EXERCISE INSTRUCTIONS → From the entries, copy out every line in which the word "highway" is found.

(Stored items)
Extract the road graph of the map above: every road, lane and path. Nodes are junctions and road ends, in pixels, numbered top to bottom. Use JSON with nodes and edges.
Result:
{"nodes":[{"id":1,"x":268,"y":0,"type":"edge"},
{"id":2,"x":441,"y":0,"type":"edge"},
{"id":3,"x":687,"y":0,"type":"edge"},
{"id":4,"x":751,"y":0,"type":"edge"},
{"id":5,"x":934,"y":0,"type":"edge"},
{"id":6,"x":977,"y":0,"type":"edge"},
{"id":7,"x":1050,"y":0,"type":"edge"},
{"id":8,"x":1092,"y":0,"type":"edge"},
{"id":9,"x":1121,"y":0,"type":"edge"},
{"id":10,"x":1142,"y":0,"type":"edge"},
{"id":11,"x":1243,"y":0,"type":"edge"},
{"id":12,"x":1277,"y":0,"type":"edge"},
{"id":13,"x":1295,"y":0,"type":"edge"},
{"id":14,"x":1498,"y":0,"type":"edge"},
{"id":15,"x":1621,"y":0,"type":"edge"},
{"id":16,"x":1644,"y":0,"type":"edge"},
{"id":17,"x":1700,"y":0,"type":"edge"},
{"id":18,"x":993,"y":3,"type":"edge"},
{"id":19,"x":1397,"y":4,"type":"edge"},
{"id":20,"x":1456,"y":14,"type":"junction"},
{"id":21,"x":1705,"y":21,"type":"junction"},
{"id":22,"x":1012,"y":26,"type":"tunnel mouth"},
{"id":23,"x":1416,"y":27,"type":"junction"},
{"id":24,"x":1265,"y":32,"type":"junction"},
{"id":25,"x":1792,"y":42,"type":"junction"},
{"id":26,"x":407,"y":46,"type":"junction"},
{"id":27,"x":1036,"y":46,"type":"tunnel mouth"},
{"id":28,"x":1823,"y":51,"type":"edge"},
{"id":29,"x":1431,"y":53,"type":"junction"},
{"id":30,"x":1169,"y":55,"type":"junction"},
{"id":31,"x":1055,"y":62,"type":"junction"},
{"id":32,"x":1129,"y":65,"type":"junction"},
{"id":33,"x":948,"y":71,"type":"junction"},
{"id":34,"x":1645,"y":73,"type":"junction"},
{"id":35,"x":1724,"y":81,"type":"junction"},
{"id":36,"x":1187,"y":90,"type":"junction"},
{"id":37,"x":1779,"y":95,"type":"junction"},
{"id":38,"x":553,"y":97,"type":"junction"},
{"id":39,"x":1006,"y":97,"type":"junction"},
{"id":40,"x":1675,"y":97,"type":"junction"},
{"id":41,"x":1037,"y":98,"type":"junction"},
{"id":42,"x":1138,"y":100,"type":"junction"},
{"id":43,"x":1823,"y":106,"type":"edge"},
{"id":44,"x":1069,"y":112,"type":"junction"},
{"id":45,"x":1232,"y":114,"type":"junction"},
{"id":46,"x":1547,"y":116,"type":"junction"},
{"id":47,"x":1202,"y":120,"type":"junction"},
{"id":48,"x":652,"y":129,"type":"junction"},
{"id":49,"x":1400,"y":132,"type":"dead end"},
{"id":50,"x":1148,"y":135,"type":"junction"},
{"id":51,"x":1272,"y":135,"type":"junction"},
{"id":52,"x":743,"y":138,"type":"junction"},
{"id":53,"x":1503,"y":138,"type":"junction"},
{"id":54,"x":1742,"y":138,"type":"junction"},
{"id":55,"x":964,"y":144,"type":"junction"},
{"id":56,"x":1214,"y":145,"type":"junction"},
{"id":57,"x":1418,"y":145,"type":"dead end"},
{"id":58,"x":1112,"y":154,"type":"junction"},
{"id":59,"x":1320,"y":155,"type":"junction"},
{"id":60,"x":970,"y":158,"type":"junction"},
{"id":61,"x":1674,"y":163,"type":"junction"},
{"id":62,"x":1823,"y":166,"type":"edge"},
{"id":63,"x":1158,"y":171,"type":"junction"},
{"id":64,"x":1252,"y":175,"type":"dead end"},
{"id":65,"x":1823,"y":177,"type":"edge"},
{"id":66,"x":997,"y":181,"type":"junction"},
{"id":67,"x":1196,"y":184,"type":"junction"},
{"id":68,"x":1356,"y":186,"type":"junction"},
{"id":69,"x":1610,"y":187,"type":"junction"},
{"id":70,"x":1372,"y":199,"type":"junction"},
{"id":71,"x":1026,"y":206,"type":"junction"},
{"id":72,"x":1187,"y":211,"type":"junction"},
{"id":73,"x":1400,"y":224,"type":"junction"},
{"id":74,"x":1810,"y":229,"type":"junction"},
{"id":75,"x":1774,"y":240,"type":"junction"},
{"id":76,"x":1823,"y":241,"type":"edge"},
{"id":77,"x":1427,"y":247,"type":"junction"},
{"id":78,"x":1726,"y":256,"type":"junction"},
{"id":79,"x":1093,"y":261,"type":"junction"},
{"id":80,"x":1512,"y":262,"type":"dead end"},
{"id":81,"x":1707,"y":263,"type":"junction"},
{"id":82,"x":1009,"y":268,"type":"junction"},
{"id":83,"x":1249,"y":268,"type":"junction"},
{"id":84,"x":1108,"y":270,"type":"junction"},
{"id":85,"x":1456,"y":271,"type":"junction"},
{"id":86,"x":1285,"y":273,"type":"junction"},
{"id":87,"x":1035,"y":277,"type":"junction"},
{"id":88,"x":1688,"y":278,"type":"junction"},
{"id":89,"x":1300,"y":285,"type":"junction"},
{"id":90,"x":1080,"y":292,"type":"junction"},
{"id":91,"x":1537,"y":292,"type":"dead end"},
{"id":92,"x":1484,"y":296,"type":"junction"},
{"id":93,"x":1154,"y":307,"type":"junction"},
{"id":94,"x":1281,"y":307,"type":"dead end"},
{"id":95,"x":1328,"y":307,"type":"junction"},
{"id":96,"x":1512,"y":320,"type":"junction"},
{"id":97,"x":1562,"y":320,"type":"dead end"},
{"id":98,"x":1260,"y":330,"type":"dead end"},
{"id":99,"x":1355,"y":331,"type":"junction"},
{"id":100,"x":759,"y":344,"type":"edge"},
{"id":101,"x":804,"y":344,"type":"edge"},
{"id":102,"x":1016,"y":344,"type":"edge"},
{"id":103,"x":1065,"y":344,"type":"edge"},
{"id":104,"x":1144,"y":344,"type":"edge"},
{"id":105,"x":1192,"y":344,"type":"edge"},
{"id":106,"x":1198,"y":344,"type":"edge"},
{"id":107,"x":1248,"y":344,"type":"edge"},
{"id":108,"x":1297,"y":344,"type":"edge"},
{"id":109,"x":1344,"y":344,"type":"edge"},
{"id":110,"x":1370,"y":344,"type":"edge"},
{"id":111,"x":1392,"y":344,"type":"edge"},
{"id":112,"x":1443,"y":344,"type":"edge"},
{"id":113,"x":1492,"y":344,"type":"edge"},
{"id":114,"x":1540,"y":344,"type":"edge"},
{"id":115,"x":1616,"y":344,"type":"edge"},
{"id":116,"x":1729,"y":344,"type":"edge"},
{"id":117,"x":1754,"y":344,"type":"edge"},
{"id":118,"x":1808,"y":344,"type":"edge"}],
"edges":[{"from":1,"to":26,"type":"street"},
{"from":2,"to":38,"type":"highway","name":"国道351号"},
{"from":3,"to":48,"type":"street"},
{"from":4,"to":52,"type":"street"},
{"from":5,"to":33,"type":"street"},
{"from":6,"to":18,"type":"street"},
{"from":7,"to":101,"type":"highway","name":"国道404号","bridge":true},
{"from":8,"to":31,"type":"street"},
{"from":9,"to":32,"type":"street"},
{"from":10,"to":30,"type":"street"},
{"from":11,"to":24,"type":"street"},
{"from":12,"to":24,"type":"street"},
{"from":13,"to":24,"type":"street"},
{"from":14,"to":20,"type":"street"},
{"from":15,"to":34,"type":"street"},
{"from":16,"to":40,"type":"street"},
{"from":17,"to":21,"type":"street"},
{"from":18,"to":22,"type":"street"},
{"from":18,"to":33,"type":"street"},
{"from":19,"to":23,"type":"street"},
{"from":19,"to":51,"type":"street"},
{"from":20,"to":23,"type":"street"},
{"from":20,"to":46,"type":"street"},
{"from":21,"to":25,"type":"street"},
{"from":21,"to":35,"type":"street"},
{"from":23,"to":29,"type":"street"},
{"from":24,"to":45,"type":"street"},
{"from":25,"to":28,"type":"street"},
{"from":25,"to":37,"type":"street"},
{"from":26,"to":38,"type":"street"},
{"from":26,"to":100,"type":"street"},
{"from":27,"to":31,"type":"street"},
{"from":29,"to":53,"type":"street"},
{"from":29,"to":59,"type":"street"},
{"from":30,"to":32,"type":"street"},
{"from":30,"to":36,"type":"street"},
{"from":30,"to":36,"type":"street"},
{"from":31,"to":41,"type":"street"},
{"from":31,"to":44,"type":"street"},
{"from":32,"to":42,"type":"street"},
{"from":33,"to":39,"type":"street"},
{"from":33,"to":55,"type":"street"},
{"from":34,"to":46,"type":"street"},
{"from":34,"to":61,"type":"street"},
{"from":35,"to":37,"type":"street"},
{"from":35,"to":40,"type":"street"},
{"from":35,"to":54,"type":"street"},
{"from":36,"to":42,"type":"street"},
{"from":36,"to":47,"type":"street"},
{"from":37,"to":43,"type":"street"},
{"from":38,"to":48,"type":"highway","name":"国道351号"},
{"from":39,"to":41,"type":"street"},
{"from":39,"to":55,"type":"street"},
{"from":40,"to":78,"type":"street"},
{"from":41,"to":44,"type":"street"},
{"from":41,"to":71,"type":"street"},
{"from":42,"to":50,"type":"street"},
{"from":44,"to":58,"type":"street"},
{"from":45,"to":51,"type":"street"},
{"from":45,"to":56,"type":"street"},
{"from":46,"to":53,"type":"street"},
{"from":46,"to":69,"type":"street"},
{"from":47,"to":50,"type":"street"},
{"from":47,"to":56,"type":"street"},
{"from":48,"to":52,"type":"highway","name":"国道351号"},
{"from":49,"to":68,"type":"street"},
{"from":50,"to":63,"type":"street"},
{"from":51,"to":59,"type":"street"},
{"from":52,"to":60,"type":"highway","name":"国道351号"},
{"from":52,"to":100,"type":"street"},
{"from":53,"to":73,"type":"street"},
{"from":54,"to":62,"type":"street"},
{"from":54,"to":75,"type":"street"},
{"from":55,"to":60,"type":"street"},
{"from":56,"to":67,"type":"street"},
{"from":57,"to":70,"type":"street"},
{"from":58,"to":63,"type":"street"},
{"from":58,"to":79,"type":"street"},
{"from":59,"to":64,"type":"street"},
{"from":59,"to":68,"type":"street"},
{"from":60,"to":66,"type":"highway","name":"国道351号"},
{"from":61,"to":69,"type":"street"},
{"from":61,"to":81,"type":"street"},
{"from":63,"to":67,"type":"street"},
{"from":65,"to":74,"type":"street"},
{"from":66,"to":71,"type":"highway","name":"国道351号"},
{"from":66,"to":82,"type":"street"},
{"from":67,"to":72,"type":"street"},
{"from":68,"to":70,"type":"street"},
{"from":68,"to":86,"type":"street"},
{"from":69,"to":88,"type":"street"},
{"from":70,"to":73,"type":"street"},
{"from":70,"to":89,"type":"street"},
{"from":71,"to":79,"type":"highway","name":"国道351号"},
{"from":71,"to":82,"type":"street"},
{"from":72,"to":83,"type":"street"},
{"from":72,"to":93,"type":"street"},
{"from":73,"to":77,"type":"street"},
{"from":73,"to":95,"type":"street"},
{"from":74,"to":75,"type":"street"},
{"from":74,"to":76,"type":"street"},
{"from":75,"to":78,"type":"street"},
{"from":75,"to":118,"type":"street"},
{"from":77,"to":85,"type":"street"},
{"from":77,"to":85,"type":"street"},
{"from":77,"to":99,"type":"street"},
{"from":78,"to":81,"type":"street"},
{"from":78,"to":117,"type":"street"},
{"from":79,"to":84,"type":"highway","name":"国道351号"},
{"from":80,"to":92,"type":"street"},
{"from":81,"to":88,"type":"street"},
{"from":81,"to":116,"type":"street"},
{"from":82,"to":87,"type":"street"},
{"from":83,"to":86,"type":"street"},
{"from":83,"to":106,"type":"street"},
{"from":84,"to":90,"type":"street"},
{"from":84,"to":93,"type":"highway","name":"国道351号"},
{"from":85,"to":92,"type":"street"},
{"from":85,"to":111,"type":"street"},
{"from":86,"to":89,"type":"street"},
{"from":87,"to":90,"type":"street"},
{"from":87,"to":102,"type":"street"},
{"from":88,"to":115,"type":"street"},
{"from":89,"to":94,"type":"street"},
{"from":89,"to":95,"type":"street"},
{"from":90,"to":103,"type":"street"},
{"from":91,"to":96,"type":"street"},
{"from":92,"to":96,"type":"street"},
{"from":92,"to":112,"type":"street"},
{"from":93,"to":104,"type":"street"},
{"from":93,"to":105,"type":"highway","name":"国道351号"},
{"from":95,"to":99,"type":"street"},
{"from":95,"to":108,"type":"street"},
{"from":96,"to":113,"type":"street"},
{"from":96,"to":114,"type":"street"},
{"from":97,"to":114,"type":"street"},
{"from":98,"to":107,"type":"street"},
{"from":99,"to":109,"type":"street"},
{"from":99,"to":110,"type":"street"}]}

YOUR SOLUTION →
{"from":2,"to":38,"type":"highway","name":"国道351号"},
{"from":7,"to":101,"type":"highway","name":"国道404号","bridge":true},
{"from":38,"to":48,"type":"highway","name":"国道351号"},
{"from":48,"to":52,"type":"highway","name":"国道351号"},
{"from":52,"to":60,"type":"highway","name":"国道351号"},
{"from":60,"to":66,"type":"highway","name":"国道351号"},
{"from":66,"to":71,"type":"highway","name":"国道351号"},
{"from":71,"to":79,"type":"highway","name":"国道351号"},
{"from":79,"to":84,"type":"highway","name":"国道351号"},
{"from":84,"to":93,"type":"highway","name":"国道351号"},
{"from":93,"to":105,"type":"highway","name":"国道351号"},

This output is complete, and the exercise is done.